This Guy Spent A Record $12.7 Million Running For Congress -- And Lost

David Trone spent more than any other House candidate before him.
David Trone has contributed more money to his own campaign than any previous House candidate.
David Trone has contributed more money to his own campaign than any previous House candidate.
Bill O'Leary/The Washington Post via Getty Images

WASHINGTON -- Thanks to the record spending of one candidate, the Democratic primary in Maryland’s 8th congressional district will go down in history. David Trone, the multi-millionaire owner of the retailer Total Wine & More, spent $12.7 million of his own money on the campaign, making him the biggest self-funder in the history of U.S. House elections. On Tuesday night, he lost the race to Jamie Raskin, a Maryland state senator.

Trone was a late entrant into the primary race for this safe Democratic seat in Washington’s more affluent Maryland suburbs. He used his wealth to wildly outspend his two main opponents in the race: Raskin and former television anchor and Marriott International executive Kathleen Matthews.

As of April 6, Raskin had spent a total of $1.2 million, while Matthews had spent a total of $2.1 million, most of which they raised from donors (Matthews also loaned her campaign $500,000 of her own money). The congressional seat opened up when Rep. Chris Van Hollen (D-Md.) decided to seek an open U.S. Senate seat.

Both Raskin and Matthews are closely tied to Washington’s political and media elite. Raskin, who also works as a constitutional law professor, is married to Sarah Bloom Raskin, the deputy secretary of the Treasury, while Matthews is married to MSNBC host Chris Matthews.

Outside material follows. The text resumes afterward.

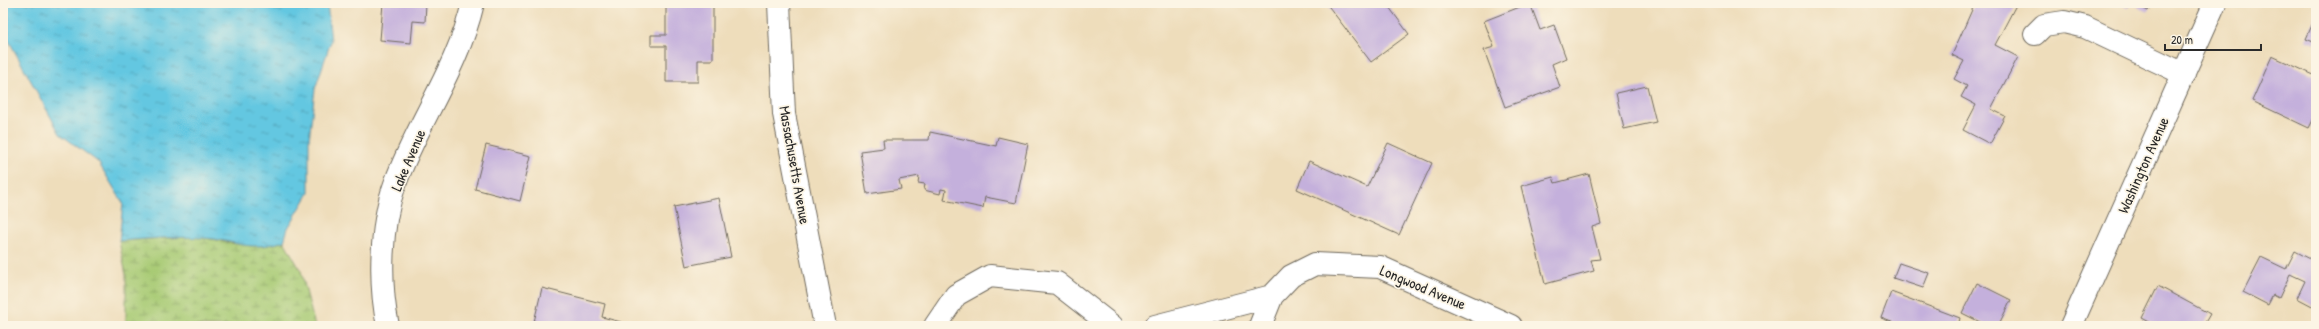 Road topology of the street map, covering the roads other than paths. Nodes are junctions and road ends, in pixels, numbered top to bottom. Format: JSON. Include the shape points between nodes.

Like Republican front-runner and billionaire Donald Trump, who has self-funded his presidential campaign with $35 million in personal loans, Trone argues that self-funding will prevent him from being corrupted by lobbyists and donors.

“I certainly could have raised enough money to fund a competitive campaign,” Trone told the The Washington Post. “But the PACs, lobbyists and big dollar donors who give money would expect special attention. No matter how well-intentioned, those contributions and the candidates who take them are part of the reason Washington is broken.”

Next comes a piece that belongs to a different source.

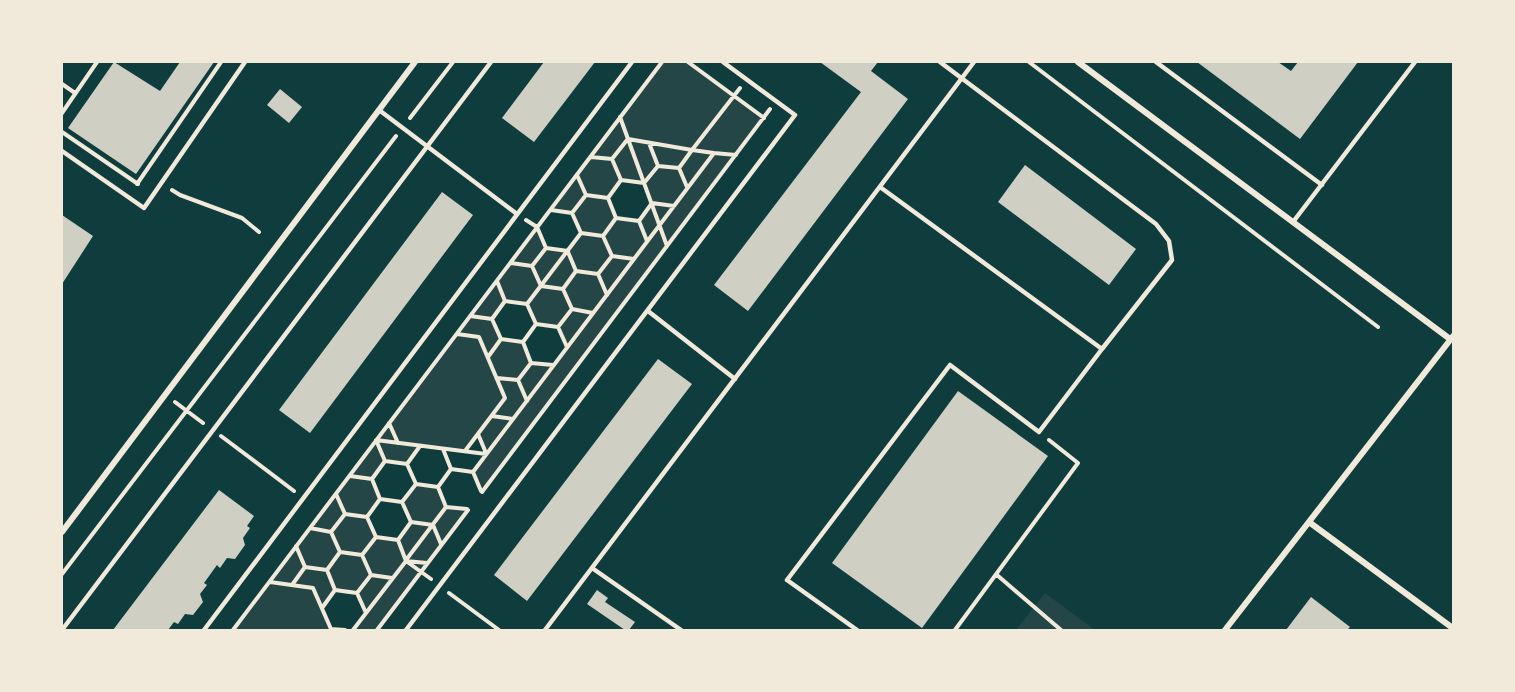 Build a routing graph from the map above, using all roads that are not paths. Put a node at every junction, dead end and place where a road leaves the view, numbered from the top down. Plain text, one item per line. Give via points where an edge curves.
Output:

Other candidates who were big spenders on their own campaigns have not had much success in elections, however.

The previous record-setting self-funder for a House seat, West Virginia Democratic candidate James F. Humphreys, spent $7.8 million of his own money in 2002 ($10.4 million in 2015 dollars). Humphreys only received 40 percent of the vote, performing worse than he did in 2000, when he spent $6.1 million ($8.5 million in 2015 dollars).

Phil Maloof, a Democratic House candidate in New Mexico, spent $10 million in 1998 ($14.7 million in 2015 dollars) across a special election and a separate primary and general election for a congressional seat. He lost both campaigns.

The most prolific self-funder for any federal office was independent presidential candidate Ross Perot, who contributed $63.5 million ($108 million in inflation-adjusted dollars) to his 1992 campaign.

This post has been updated to reflect that Trone lost in Tuesday night's primary.